Each record should be retyped word for word.

Data excerpts:
---*---

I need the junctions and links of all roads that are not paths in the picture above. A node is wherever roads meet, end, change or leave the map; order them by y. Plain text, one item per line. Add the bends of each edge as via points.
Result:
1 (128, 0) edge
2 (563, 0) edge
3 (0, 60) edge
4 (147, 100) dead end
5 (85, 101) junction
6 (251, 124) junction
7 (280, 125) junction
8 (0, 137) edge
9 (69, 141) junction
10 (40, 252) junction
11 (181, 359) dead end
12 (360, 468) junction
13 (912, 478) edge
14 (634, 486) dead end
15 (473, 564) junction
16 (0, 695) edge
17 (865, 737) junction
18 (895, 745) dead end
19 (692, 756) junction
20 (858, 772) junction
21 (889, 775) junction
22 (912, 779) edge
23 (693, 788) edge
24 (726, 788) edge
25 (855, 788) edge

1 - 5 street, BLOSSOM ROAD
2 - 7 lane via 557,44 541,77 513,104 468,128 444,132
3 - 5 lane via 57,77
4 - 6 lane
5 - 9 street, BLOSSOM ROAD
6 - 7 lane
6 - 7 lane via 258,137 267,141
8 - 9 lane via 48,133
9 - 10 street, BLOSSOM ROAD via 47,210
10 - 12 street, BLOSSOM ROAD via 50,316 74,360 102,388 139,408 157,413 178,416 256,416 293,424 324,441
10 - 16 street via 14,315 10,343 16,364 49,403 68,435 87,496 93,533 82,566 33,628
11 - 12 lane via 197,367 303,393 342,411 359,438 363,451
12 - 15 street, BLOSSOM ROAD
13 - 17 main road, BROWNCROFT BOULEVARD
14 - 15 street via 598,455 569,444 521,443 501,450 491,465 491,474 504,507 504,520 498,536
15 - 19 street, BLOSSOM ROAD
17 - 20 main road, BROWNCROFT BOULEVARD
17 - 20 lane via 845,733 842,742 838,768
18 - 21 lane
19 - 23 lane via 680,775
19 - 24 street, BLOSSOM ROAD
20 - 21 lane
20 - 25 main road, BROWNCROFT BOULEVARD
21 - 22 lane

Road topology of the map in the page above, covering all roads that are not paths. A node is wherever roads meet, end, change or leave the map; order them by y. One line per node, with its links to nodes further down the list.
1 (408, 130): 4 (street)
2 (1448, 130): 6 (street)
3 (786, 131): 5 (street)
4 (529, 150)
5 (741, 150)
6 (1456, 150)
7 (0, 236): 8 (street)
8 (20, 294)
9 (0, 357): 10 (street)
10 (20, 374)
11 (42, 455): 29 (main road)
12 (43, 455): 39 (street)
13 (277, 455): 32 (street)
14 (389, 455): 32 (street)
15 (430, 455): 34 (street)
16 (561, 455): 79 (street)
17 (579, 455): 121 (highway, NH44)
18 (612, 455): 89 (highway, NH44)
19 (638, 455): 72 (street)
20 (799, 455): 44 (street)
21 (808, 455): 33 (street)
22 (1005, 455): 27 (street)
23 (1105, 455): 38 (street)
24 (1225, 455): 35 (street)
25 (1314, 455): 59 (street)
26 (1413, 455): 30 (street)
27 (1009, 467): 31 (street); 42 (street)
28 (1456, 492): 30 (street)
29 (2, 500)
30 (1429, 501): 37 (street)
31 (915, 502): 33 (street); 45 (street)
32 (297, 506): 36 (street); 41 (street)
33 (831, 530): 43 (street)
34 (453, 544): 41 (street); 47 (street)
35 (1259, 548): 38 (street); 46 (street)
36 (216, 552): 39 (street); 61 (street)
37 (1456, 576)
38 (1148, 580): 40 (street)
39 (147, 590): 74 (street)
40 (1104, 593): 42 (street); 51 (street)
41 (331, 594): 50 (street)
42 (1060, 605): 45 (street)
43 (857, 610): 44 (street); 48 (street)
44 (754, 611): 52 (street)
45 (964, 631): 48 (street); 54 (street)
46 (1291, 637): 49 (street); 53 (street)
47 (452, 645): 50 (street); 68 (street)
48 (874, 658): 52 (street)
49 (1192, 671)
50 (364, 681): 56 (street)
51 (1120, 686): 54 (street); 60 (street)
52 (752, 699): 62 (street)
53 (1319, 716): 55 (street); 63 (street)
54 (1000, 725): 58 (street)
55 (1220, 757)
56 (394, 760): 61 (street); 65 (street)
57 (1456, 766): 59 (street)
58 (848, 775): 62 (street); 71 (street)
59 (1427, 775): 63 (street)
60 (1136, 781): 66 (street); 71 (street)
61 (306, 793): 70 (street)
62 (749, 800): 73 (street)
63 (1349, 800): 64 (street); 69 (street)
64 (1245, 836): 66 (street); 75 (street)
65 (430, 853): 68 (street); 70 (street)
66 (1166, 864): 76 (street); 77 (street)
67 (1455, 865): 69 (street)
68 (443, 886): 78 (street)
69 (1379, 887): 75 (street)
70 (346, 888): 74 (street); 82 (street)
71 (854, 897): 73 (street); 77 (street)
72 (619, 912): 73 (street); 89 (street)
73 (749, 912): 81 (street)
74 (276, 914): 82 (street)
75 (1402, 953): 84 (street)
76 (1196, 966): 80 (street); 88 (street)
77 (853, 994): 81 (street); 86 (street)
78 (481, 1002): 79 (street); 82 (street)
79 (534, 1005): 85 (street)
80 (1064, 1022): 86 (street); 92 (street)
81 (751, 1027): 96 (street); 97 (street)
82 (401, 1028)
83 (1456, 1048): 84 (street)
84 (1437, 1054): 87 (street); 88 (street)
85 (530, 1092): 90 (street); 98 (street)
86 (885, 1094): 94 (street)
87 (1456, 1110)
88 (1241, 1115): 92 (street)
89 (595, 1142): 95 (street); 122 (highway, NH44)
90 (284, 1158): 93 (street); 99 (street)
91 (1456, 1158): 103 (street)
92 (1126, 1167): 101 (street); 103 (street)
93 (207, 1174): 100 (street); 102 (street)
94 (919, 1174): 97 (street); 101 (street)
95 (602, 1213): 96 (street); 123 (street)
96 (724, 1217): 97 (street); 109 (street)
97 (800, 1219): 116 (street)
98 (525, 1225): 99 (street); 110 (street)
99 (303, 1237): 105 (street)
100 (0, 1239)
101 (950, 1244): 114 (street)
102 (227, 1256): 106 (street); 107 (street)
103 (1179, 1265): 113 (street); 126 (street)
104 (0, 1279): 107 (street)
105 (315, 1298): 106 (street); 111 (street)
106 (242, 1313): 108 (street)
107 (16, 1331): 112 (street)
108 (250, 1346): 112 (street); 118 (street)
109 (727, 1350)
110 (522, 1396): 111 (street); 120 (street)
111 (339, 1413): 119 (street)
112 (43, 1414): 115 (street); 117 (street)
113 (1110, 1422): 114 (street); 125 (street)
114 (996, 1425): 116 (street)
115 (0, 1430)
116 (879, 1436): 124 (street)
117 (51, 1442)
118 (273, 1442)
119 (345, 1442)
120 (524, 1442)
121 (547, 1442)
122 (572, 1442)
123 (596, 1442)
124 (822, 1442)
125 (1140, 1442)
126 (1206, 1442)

---*---

The answer:
I need the junctions and links of all roads that are not paths in the picture above. A node is wherever roads meet, end, change or leave the map; order them by y. Plain text, one item per line. Add the bends of each edge as via points.
Result:
1 (128, 0) edge
2 (563, 0) edge
3 (0, 60) edge
4 (147, 100) dead end
5 (85, 101) junction
6 (251, 124) junction
7 (280, 125) junction
8 (0, 137) edge
9 (69, 141) junction
10 (40, 252) junction
11 (181, 359) dead end
12 (360, 468) junction
13 (912, 478) edge
14 (634, 486) dead end
15 (473, 564) junction
16 (0, 695) edge
17 (865, 737) junction
18 (895, 745) dead end
19 (692, 756) junction
20 (858, 772) junction
21 (889, 775) junction
22 (912, 779) edge
23 (693, 788) edge
24 (726, 788) edge
25 (855, 788) edge

1 - 5 street, BLOSSOM ROAD
2 - 7 lane via 557,44 541,77 513,104 468,128 444,132
3 - 5 lane via 57,77
4 - 6 lane
5 - 9 street, BLOSSOM ROAD
6 - 7 lane
6 - 7 lane via 258,137 267,141
8 - 9 lane via 48,133
9 - 10 street, BLOSSOM ROAD via 47,210
10 - 12 street, BLOSSOM ROAD via 50,316 74,360 102,388 139,408 157,413 178,416 256,416 293,424 324,441
10 - 16 street via 14,315 10,343 16,364 49,403 68,435 87,496 93,533 82,566 33,628
11 - 12 lane via 197,367 303,393 342,411 359,438 363,451
12 - 15 street, BLOSSOM ROAD
13 - 17 main road, BROWNCROFT BOULEVARD
14 - 15 street via 598,455 569,444 521,443 501,450 491,465 491,474 504,507 504,520 498,536
15 - 19 street, BLOSSOM ROAD
17 - 20 main road, BROWNCROFT BOULEVARD
17 - 20 lane via 845,733 842,742 838,768
18 - 21 lane
19 - 23 lane via 680,775
19 - 24 street, BLOSSOM ROAD
20 - 21 lane
20 - 25 main road, BROWNCROFT BOULEVARD
21 - 22 lane

Road topology of the map in the page above, covering all roads that are not paths. A node is wherever roads meet, end, change or leave the map; order them by y. One line per node, with its links to nodes further down the list.
1 (408, 130): 4 (street)
2 (1448, 130): 6 (street)
3 (786, 131): 5 (street)
4 (529, 150)
5 (741, 150)
6 (1456, 150)
7 (0, 236): 8 (street)
8 (20, 294)
9 (0, 357): 10 (street)
10 (20, 374)
11 (42, 455): 29 (main road)
12 (43, 455): 39 (street)
13 (277, 455): 32 (street)
14 (389, 455): 32 (street)
15 (430, 455): 34 (street)
16 (561, 455): 79 (street)
17 (579, 455): 121 (highway, NH44)
18 (612, 455): 89 (highway, NH44)
19 (638, 455): 72 (street)
20 (799, 455): 44 (street)
21 (808, 455): 33 (street)
22 (1005, 455): 27 (street)
23 (1105, 455): 38 (street)
24 (1225, 455): 35 (street)
25 (1314, 455): 59 (street)
26 (1413, 455): 30 (street)
27 (1009, 467): 31 (street); 42 (street)
28 (1456, 492): 30 (street)
29 (2, 500)
30 (1429, 501): 37 (street)
31 (915, 502): 33 (street); 45 (street)
32 (297, 506): 36 (street); 41 (street)
33 (831, 530): 43 (street)
34 (453, 544): 41 (street); 47 (street)
35 (1259, 548): 38 (street); 46 (street)
36 (216, 552): 39 (street); 61 (street)
37 (1456, 576)
38 (1148, 580): 40 (street)
39 (147, 590): 74 (street)
40 (1104, 593): 42 (street); 51 (street)
41 (331, 594): 50 (street)
42 (1060, 605): 45 (street)
43 (857, 610): 44 (street); 48 (street)
44 (754, 611): 52 (street)
45 (964, 631): 48 (street); 54 (street)
46 (1291, 637): 49 (street); 53 (street)
47 (452, 645): 50 (street); 68 (street)
48 (874, 658): 52 (street)
49 (1192, 671)
50 (364, 681): 56 (street)
51 (1120, 686): 54 (street); 60 (street)
52 (752, 699): 62 (street)
53 (1319, 716): 55 (street); 63 (street)
54 (1000, 725): 58 (street)
55 (1220, 757)
56 (394, 760): 61 (street); 65 (street)
57 (1456, 766): 59 (street)
58 (848, 775): 62 (street); 71 (street)
59 (1427, 775): 63 (street)
60 (1136, 781): 66 (street); 71 (street)
61 (306, 793): 70 (street)
62 (749, 800): 73 (street)
63 (1349, 800): 64 (street); 69 (street)
64 (1245, 836): 66 (street); 75 (street)
65 (430, 853): 68 (street); 70 (street)
66 (1166, 864): 76 (street); 77 (street)
67 (1455, 865): 69 (street)
68 (443, 886): 78 (street)
69 (1379, 887): 75 (street)
70 (346, 888): 74 (street); 82 (street)
71 (854, 897): 73 (street); 77 (street)
72 (619, 912): 73 (street); 89 (street)
73 (749, 912): 81 (street)
74 (276, 914): 82 (street)
75 (1402, 953): 84 (street)
76 (1196, 966): 80 (street); 88 (street)
77 (853, 994): 81 (street); 86 (street)
78 (481, 1002): 79 (street); 82 (street)
79 (534, 1005): 85 (street)
80 (1064, 1022): 86 (street); 92 (street)
81 (751, 1027): 96 (street); 97 (street)
82 (401, 1028)
83 (1456, 1048): 84 (street)
84 (1437, 1054): 87 (street); 88 (street)
85 (530, 1092): 90 (street); 98 (street)
86 (885, 1094): 94 (street)
87 (1456, 1110)
88 (1241, 1115): 92 (street)
89 (595, 1142): 95 (street); 122 (highway, NH44)
90 (284, 1158): 93 (street); 99 (street)
91 (1456, 1158): 103 (street)
92 (1126, 1167): 101 (street); 103 (street)
93 (207, 1174): 100 (street); 102 (street)
94 (919, 1174): 97 (street); 101 (street)
95 (602, 1213): 96 (street); 123 (street)
96 (724, 1217): 97 (street); 109 (street)
97 (800, 1219): 116 (street)
98 (525, 1225): 99 (street); 110 (street)
99 (303, 1237): 105 (street)
100 (0, 1239)
101 (950, 1244): 114 (street)
102 (227, 1256): 106 (street); 107 (street)
103 (1179, 1265): 113 (street); 126 (street)
104 (0, 1279): 107 (street)
105 (315, 1298): 106 (street); 111 (street)
106 (242, 1313): 108 (street)
107 (16, 1331): 112 (street)
108 (250, 1346): 112 (street); 118 (street)
109 (727, 1350)
110 (522, 1396): 111 (street); 120 (street)
111 (339, 1413): 119 (street)
112 (43, 1414): 115 (street); 117 (street)
113 (1110, 1422): 114 (street); 125 (street)
114 (996, 1425): 116 (street)
115 (0, 1430)
116 (879, 1436): 124 (street)
117 (51, 1442)
118 (273, 1442)
119 (345, 1442)
120 (524, 1442)
121 (547, 1442)
122 (572, 1442)
123 (596, 1442)
124 (822, 1442)
125 (1140, 1442)
126 (1206, 1442)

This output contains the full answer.